### [Exercise brief]
Pick out the lines below that include the string "lists".

### [Entries shown]
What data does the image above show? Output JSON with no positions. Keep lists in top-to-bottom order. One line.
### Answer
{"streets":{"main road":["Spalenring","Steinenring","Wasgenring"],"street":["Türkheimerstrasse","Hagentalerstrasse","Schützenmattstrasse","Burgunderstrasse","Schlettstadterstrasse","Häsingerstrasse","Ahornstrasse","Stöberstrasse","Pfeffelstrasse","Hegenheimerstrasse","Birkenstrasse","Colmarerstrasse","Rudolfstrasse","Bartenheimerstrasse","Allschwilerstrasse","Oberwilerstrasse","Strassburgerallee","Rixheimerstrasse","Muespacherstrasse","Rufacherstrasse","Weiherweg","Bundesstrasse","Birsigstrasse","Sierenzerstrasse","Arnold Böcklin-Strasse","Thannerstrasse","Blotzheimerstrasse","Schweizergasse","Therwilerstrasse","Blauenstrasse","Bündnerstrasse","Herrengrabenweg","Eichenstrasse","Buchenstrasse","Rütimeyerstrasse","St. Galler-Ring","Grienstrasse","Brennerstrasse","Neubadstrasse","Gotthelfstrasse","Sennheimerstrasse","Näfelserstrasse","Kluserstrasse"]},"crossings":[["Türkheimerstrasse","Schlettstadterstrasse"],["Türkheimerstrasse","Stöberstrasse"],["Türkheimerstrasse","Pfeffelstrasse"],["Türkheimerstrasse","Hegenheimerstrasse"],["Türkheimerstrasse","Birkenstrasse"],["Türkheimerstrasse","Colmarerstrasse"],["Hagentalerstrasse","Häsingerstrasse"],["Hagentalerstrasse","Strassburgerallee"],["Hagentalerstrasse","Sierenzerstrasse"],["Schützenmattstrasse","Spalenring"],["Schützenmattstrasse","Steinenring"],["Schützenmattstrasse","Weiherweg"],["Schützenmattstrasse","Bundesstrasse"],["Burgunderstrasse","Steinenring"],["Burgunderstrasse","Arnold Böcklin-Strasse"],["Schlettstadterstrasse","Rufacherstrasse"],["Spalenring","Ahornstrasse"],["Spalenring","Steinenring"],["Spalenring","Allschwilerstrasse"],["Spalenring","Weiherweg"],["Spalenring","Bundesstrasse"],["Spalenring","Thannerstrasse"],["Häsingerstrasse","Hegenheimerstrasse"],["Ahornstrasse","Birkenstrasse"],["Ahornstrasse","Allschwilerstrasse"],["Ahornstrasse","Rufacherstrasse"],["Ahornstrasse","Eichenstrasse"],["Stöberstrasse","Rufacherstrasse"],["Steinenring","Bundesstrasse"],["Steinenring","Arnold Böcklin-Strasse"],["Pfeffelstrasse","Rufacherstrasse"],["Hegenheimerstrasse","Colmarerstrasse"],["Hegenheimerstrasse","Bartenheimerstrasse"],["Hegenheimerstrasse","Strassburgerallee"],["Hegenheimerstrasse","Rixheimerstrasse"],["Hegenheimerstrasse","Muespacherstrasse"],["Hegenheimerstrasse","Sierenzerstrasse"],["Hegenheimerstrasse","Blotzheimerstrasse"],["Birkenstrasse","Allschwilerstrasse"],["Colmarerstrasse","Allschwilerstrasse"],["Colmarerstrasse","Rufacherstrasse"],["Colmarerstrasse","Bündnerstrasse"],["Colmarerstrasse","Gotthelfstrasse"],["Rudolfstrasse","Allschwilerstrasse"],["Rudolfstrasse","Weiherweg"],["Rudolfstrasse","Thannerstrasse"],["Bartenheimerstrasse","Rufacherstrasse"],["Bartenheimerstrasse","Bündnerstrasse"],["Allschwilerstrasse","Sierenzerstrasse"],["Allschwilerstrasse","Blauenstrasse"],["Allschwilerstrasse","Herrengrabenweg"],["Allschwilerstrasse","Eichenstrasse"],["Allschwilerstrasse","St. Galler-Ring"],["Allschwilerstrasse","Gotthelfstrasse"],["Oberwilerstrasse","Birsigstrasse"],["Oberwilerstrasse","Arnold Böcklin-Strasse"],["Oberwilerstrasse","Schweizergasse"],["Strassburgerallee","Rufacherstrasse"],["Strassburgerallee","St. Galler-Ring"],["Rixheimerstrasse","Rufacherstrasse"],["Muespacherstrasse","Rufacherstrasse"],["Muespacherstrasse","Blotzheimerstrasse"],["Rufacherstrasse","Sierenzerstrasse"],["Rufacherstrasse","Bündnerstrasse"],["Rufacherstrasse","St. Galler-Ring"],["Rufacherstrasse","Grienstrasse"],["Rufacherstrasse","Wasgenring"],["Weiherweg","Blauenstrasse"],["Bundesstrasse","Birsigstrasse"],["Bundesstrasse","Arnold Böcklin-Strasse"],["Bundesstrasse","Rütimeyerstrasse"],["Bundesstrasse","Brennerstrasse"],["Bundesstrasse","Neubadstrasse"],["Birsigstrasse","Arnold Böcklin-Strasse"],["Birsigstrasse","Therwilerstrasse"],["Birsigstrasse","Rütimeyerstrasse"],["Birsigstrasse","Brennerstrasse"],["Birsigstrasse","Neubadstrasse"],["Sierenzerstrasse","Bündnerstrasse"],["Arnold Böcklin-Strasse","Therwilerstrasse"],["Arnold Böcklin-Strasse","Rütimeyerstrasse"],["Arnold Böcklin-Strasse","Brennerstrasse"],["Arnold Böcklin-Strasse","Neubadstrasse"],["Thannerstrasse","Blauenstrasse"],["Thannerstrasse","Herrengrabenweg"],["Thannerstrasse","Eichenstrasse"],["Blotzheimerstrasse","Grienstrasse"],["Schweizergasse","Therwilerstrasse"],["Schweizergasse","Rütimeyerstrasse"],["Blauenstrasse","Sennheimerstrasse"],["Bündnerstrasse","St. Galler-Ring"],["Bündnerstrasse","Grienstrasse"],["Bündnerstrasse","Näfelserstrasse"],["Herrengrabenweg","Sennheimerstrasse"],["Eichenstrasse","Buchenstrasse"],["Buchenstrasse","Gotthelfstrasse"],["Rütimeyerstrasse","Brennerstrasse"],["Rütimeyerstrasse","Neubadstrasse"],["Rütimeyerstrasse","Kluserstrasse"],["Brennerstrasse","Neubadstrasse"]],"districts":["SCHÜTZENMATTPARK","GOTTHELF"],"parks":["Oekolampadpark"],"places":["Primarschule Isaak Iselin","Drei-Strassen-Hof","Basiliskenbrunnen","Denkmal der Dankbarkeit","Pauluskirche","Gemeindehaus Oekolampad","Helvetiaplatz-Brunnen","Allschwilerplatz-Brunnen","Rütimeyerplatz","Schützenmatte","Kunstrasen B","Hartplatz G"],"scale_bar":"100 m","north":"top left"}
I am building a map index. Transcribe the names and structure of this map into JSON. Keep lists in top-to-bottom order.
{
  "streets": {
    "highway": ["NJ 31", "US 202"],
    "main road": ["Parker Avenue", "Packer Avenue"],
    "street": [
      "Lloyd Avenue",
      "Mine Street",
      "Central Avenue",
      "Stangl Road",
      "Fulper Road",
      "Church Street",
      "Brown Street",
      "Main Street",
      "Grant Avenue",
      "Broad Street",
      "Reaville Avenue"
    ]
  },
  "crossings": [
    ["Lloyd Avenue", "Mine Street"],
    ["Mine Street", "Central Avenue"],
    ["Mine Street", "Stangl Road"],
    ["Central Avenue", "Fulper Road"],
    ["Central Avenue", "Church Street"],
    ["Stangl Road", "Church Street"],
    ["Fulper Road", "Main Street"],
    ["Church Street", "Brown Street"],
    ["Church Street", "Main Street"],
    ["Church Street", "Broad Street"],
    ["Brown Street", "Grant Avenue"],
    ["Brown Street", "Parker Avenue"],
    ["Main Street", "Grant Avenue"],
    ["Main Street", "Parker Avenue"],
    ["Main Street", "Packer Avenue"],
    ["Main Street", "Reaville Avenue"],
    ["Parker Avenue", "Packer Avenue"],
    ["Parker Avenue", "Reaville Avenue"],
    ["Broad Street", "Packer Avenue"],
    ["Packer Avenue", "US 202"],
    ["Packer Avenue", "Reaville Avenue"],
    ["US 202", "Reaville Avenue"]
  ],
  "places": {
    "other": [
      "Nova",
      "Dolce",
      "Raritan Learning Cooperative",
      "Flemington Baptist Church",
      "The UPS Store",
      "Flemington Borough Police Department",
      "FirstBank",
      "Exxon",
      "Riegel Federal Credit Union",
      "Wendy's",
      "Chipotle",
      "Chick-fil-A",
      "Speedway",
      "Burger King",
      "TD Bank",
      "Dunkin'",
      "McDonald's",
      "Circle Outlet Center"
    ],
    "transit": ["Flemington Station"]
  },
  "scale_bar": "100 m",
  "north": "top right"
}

### [Expected answer]
What data does the image above show? Output JSON with no positions. Keep lists in top-to-bottom order. One line.
I am building a map index. Transcribe the names and structure of this map into JSON. Keep lists in top-to-bottom order.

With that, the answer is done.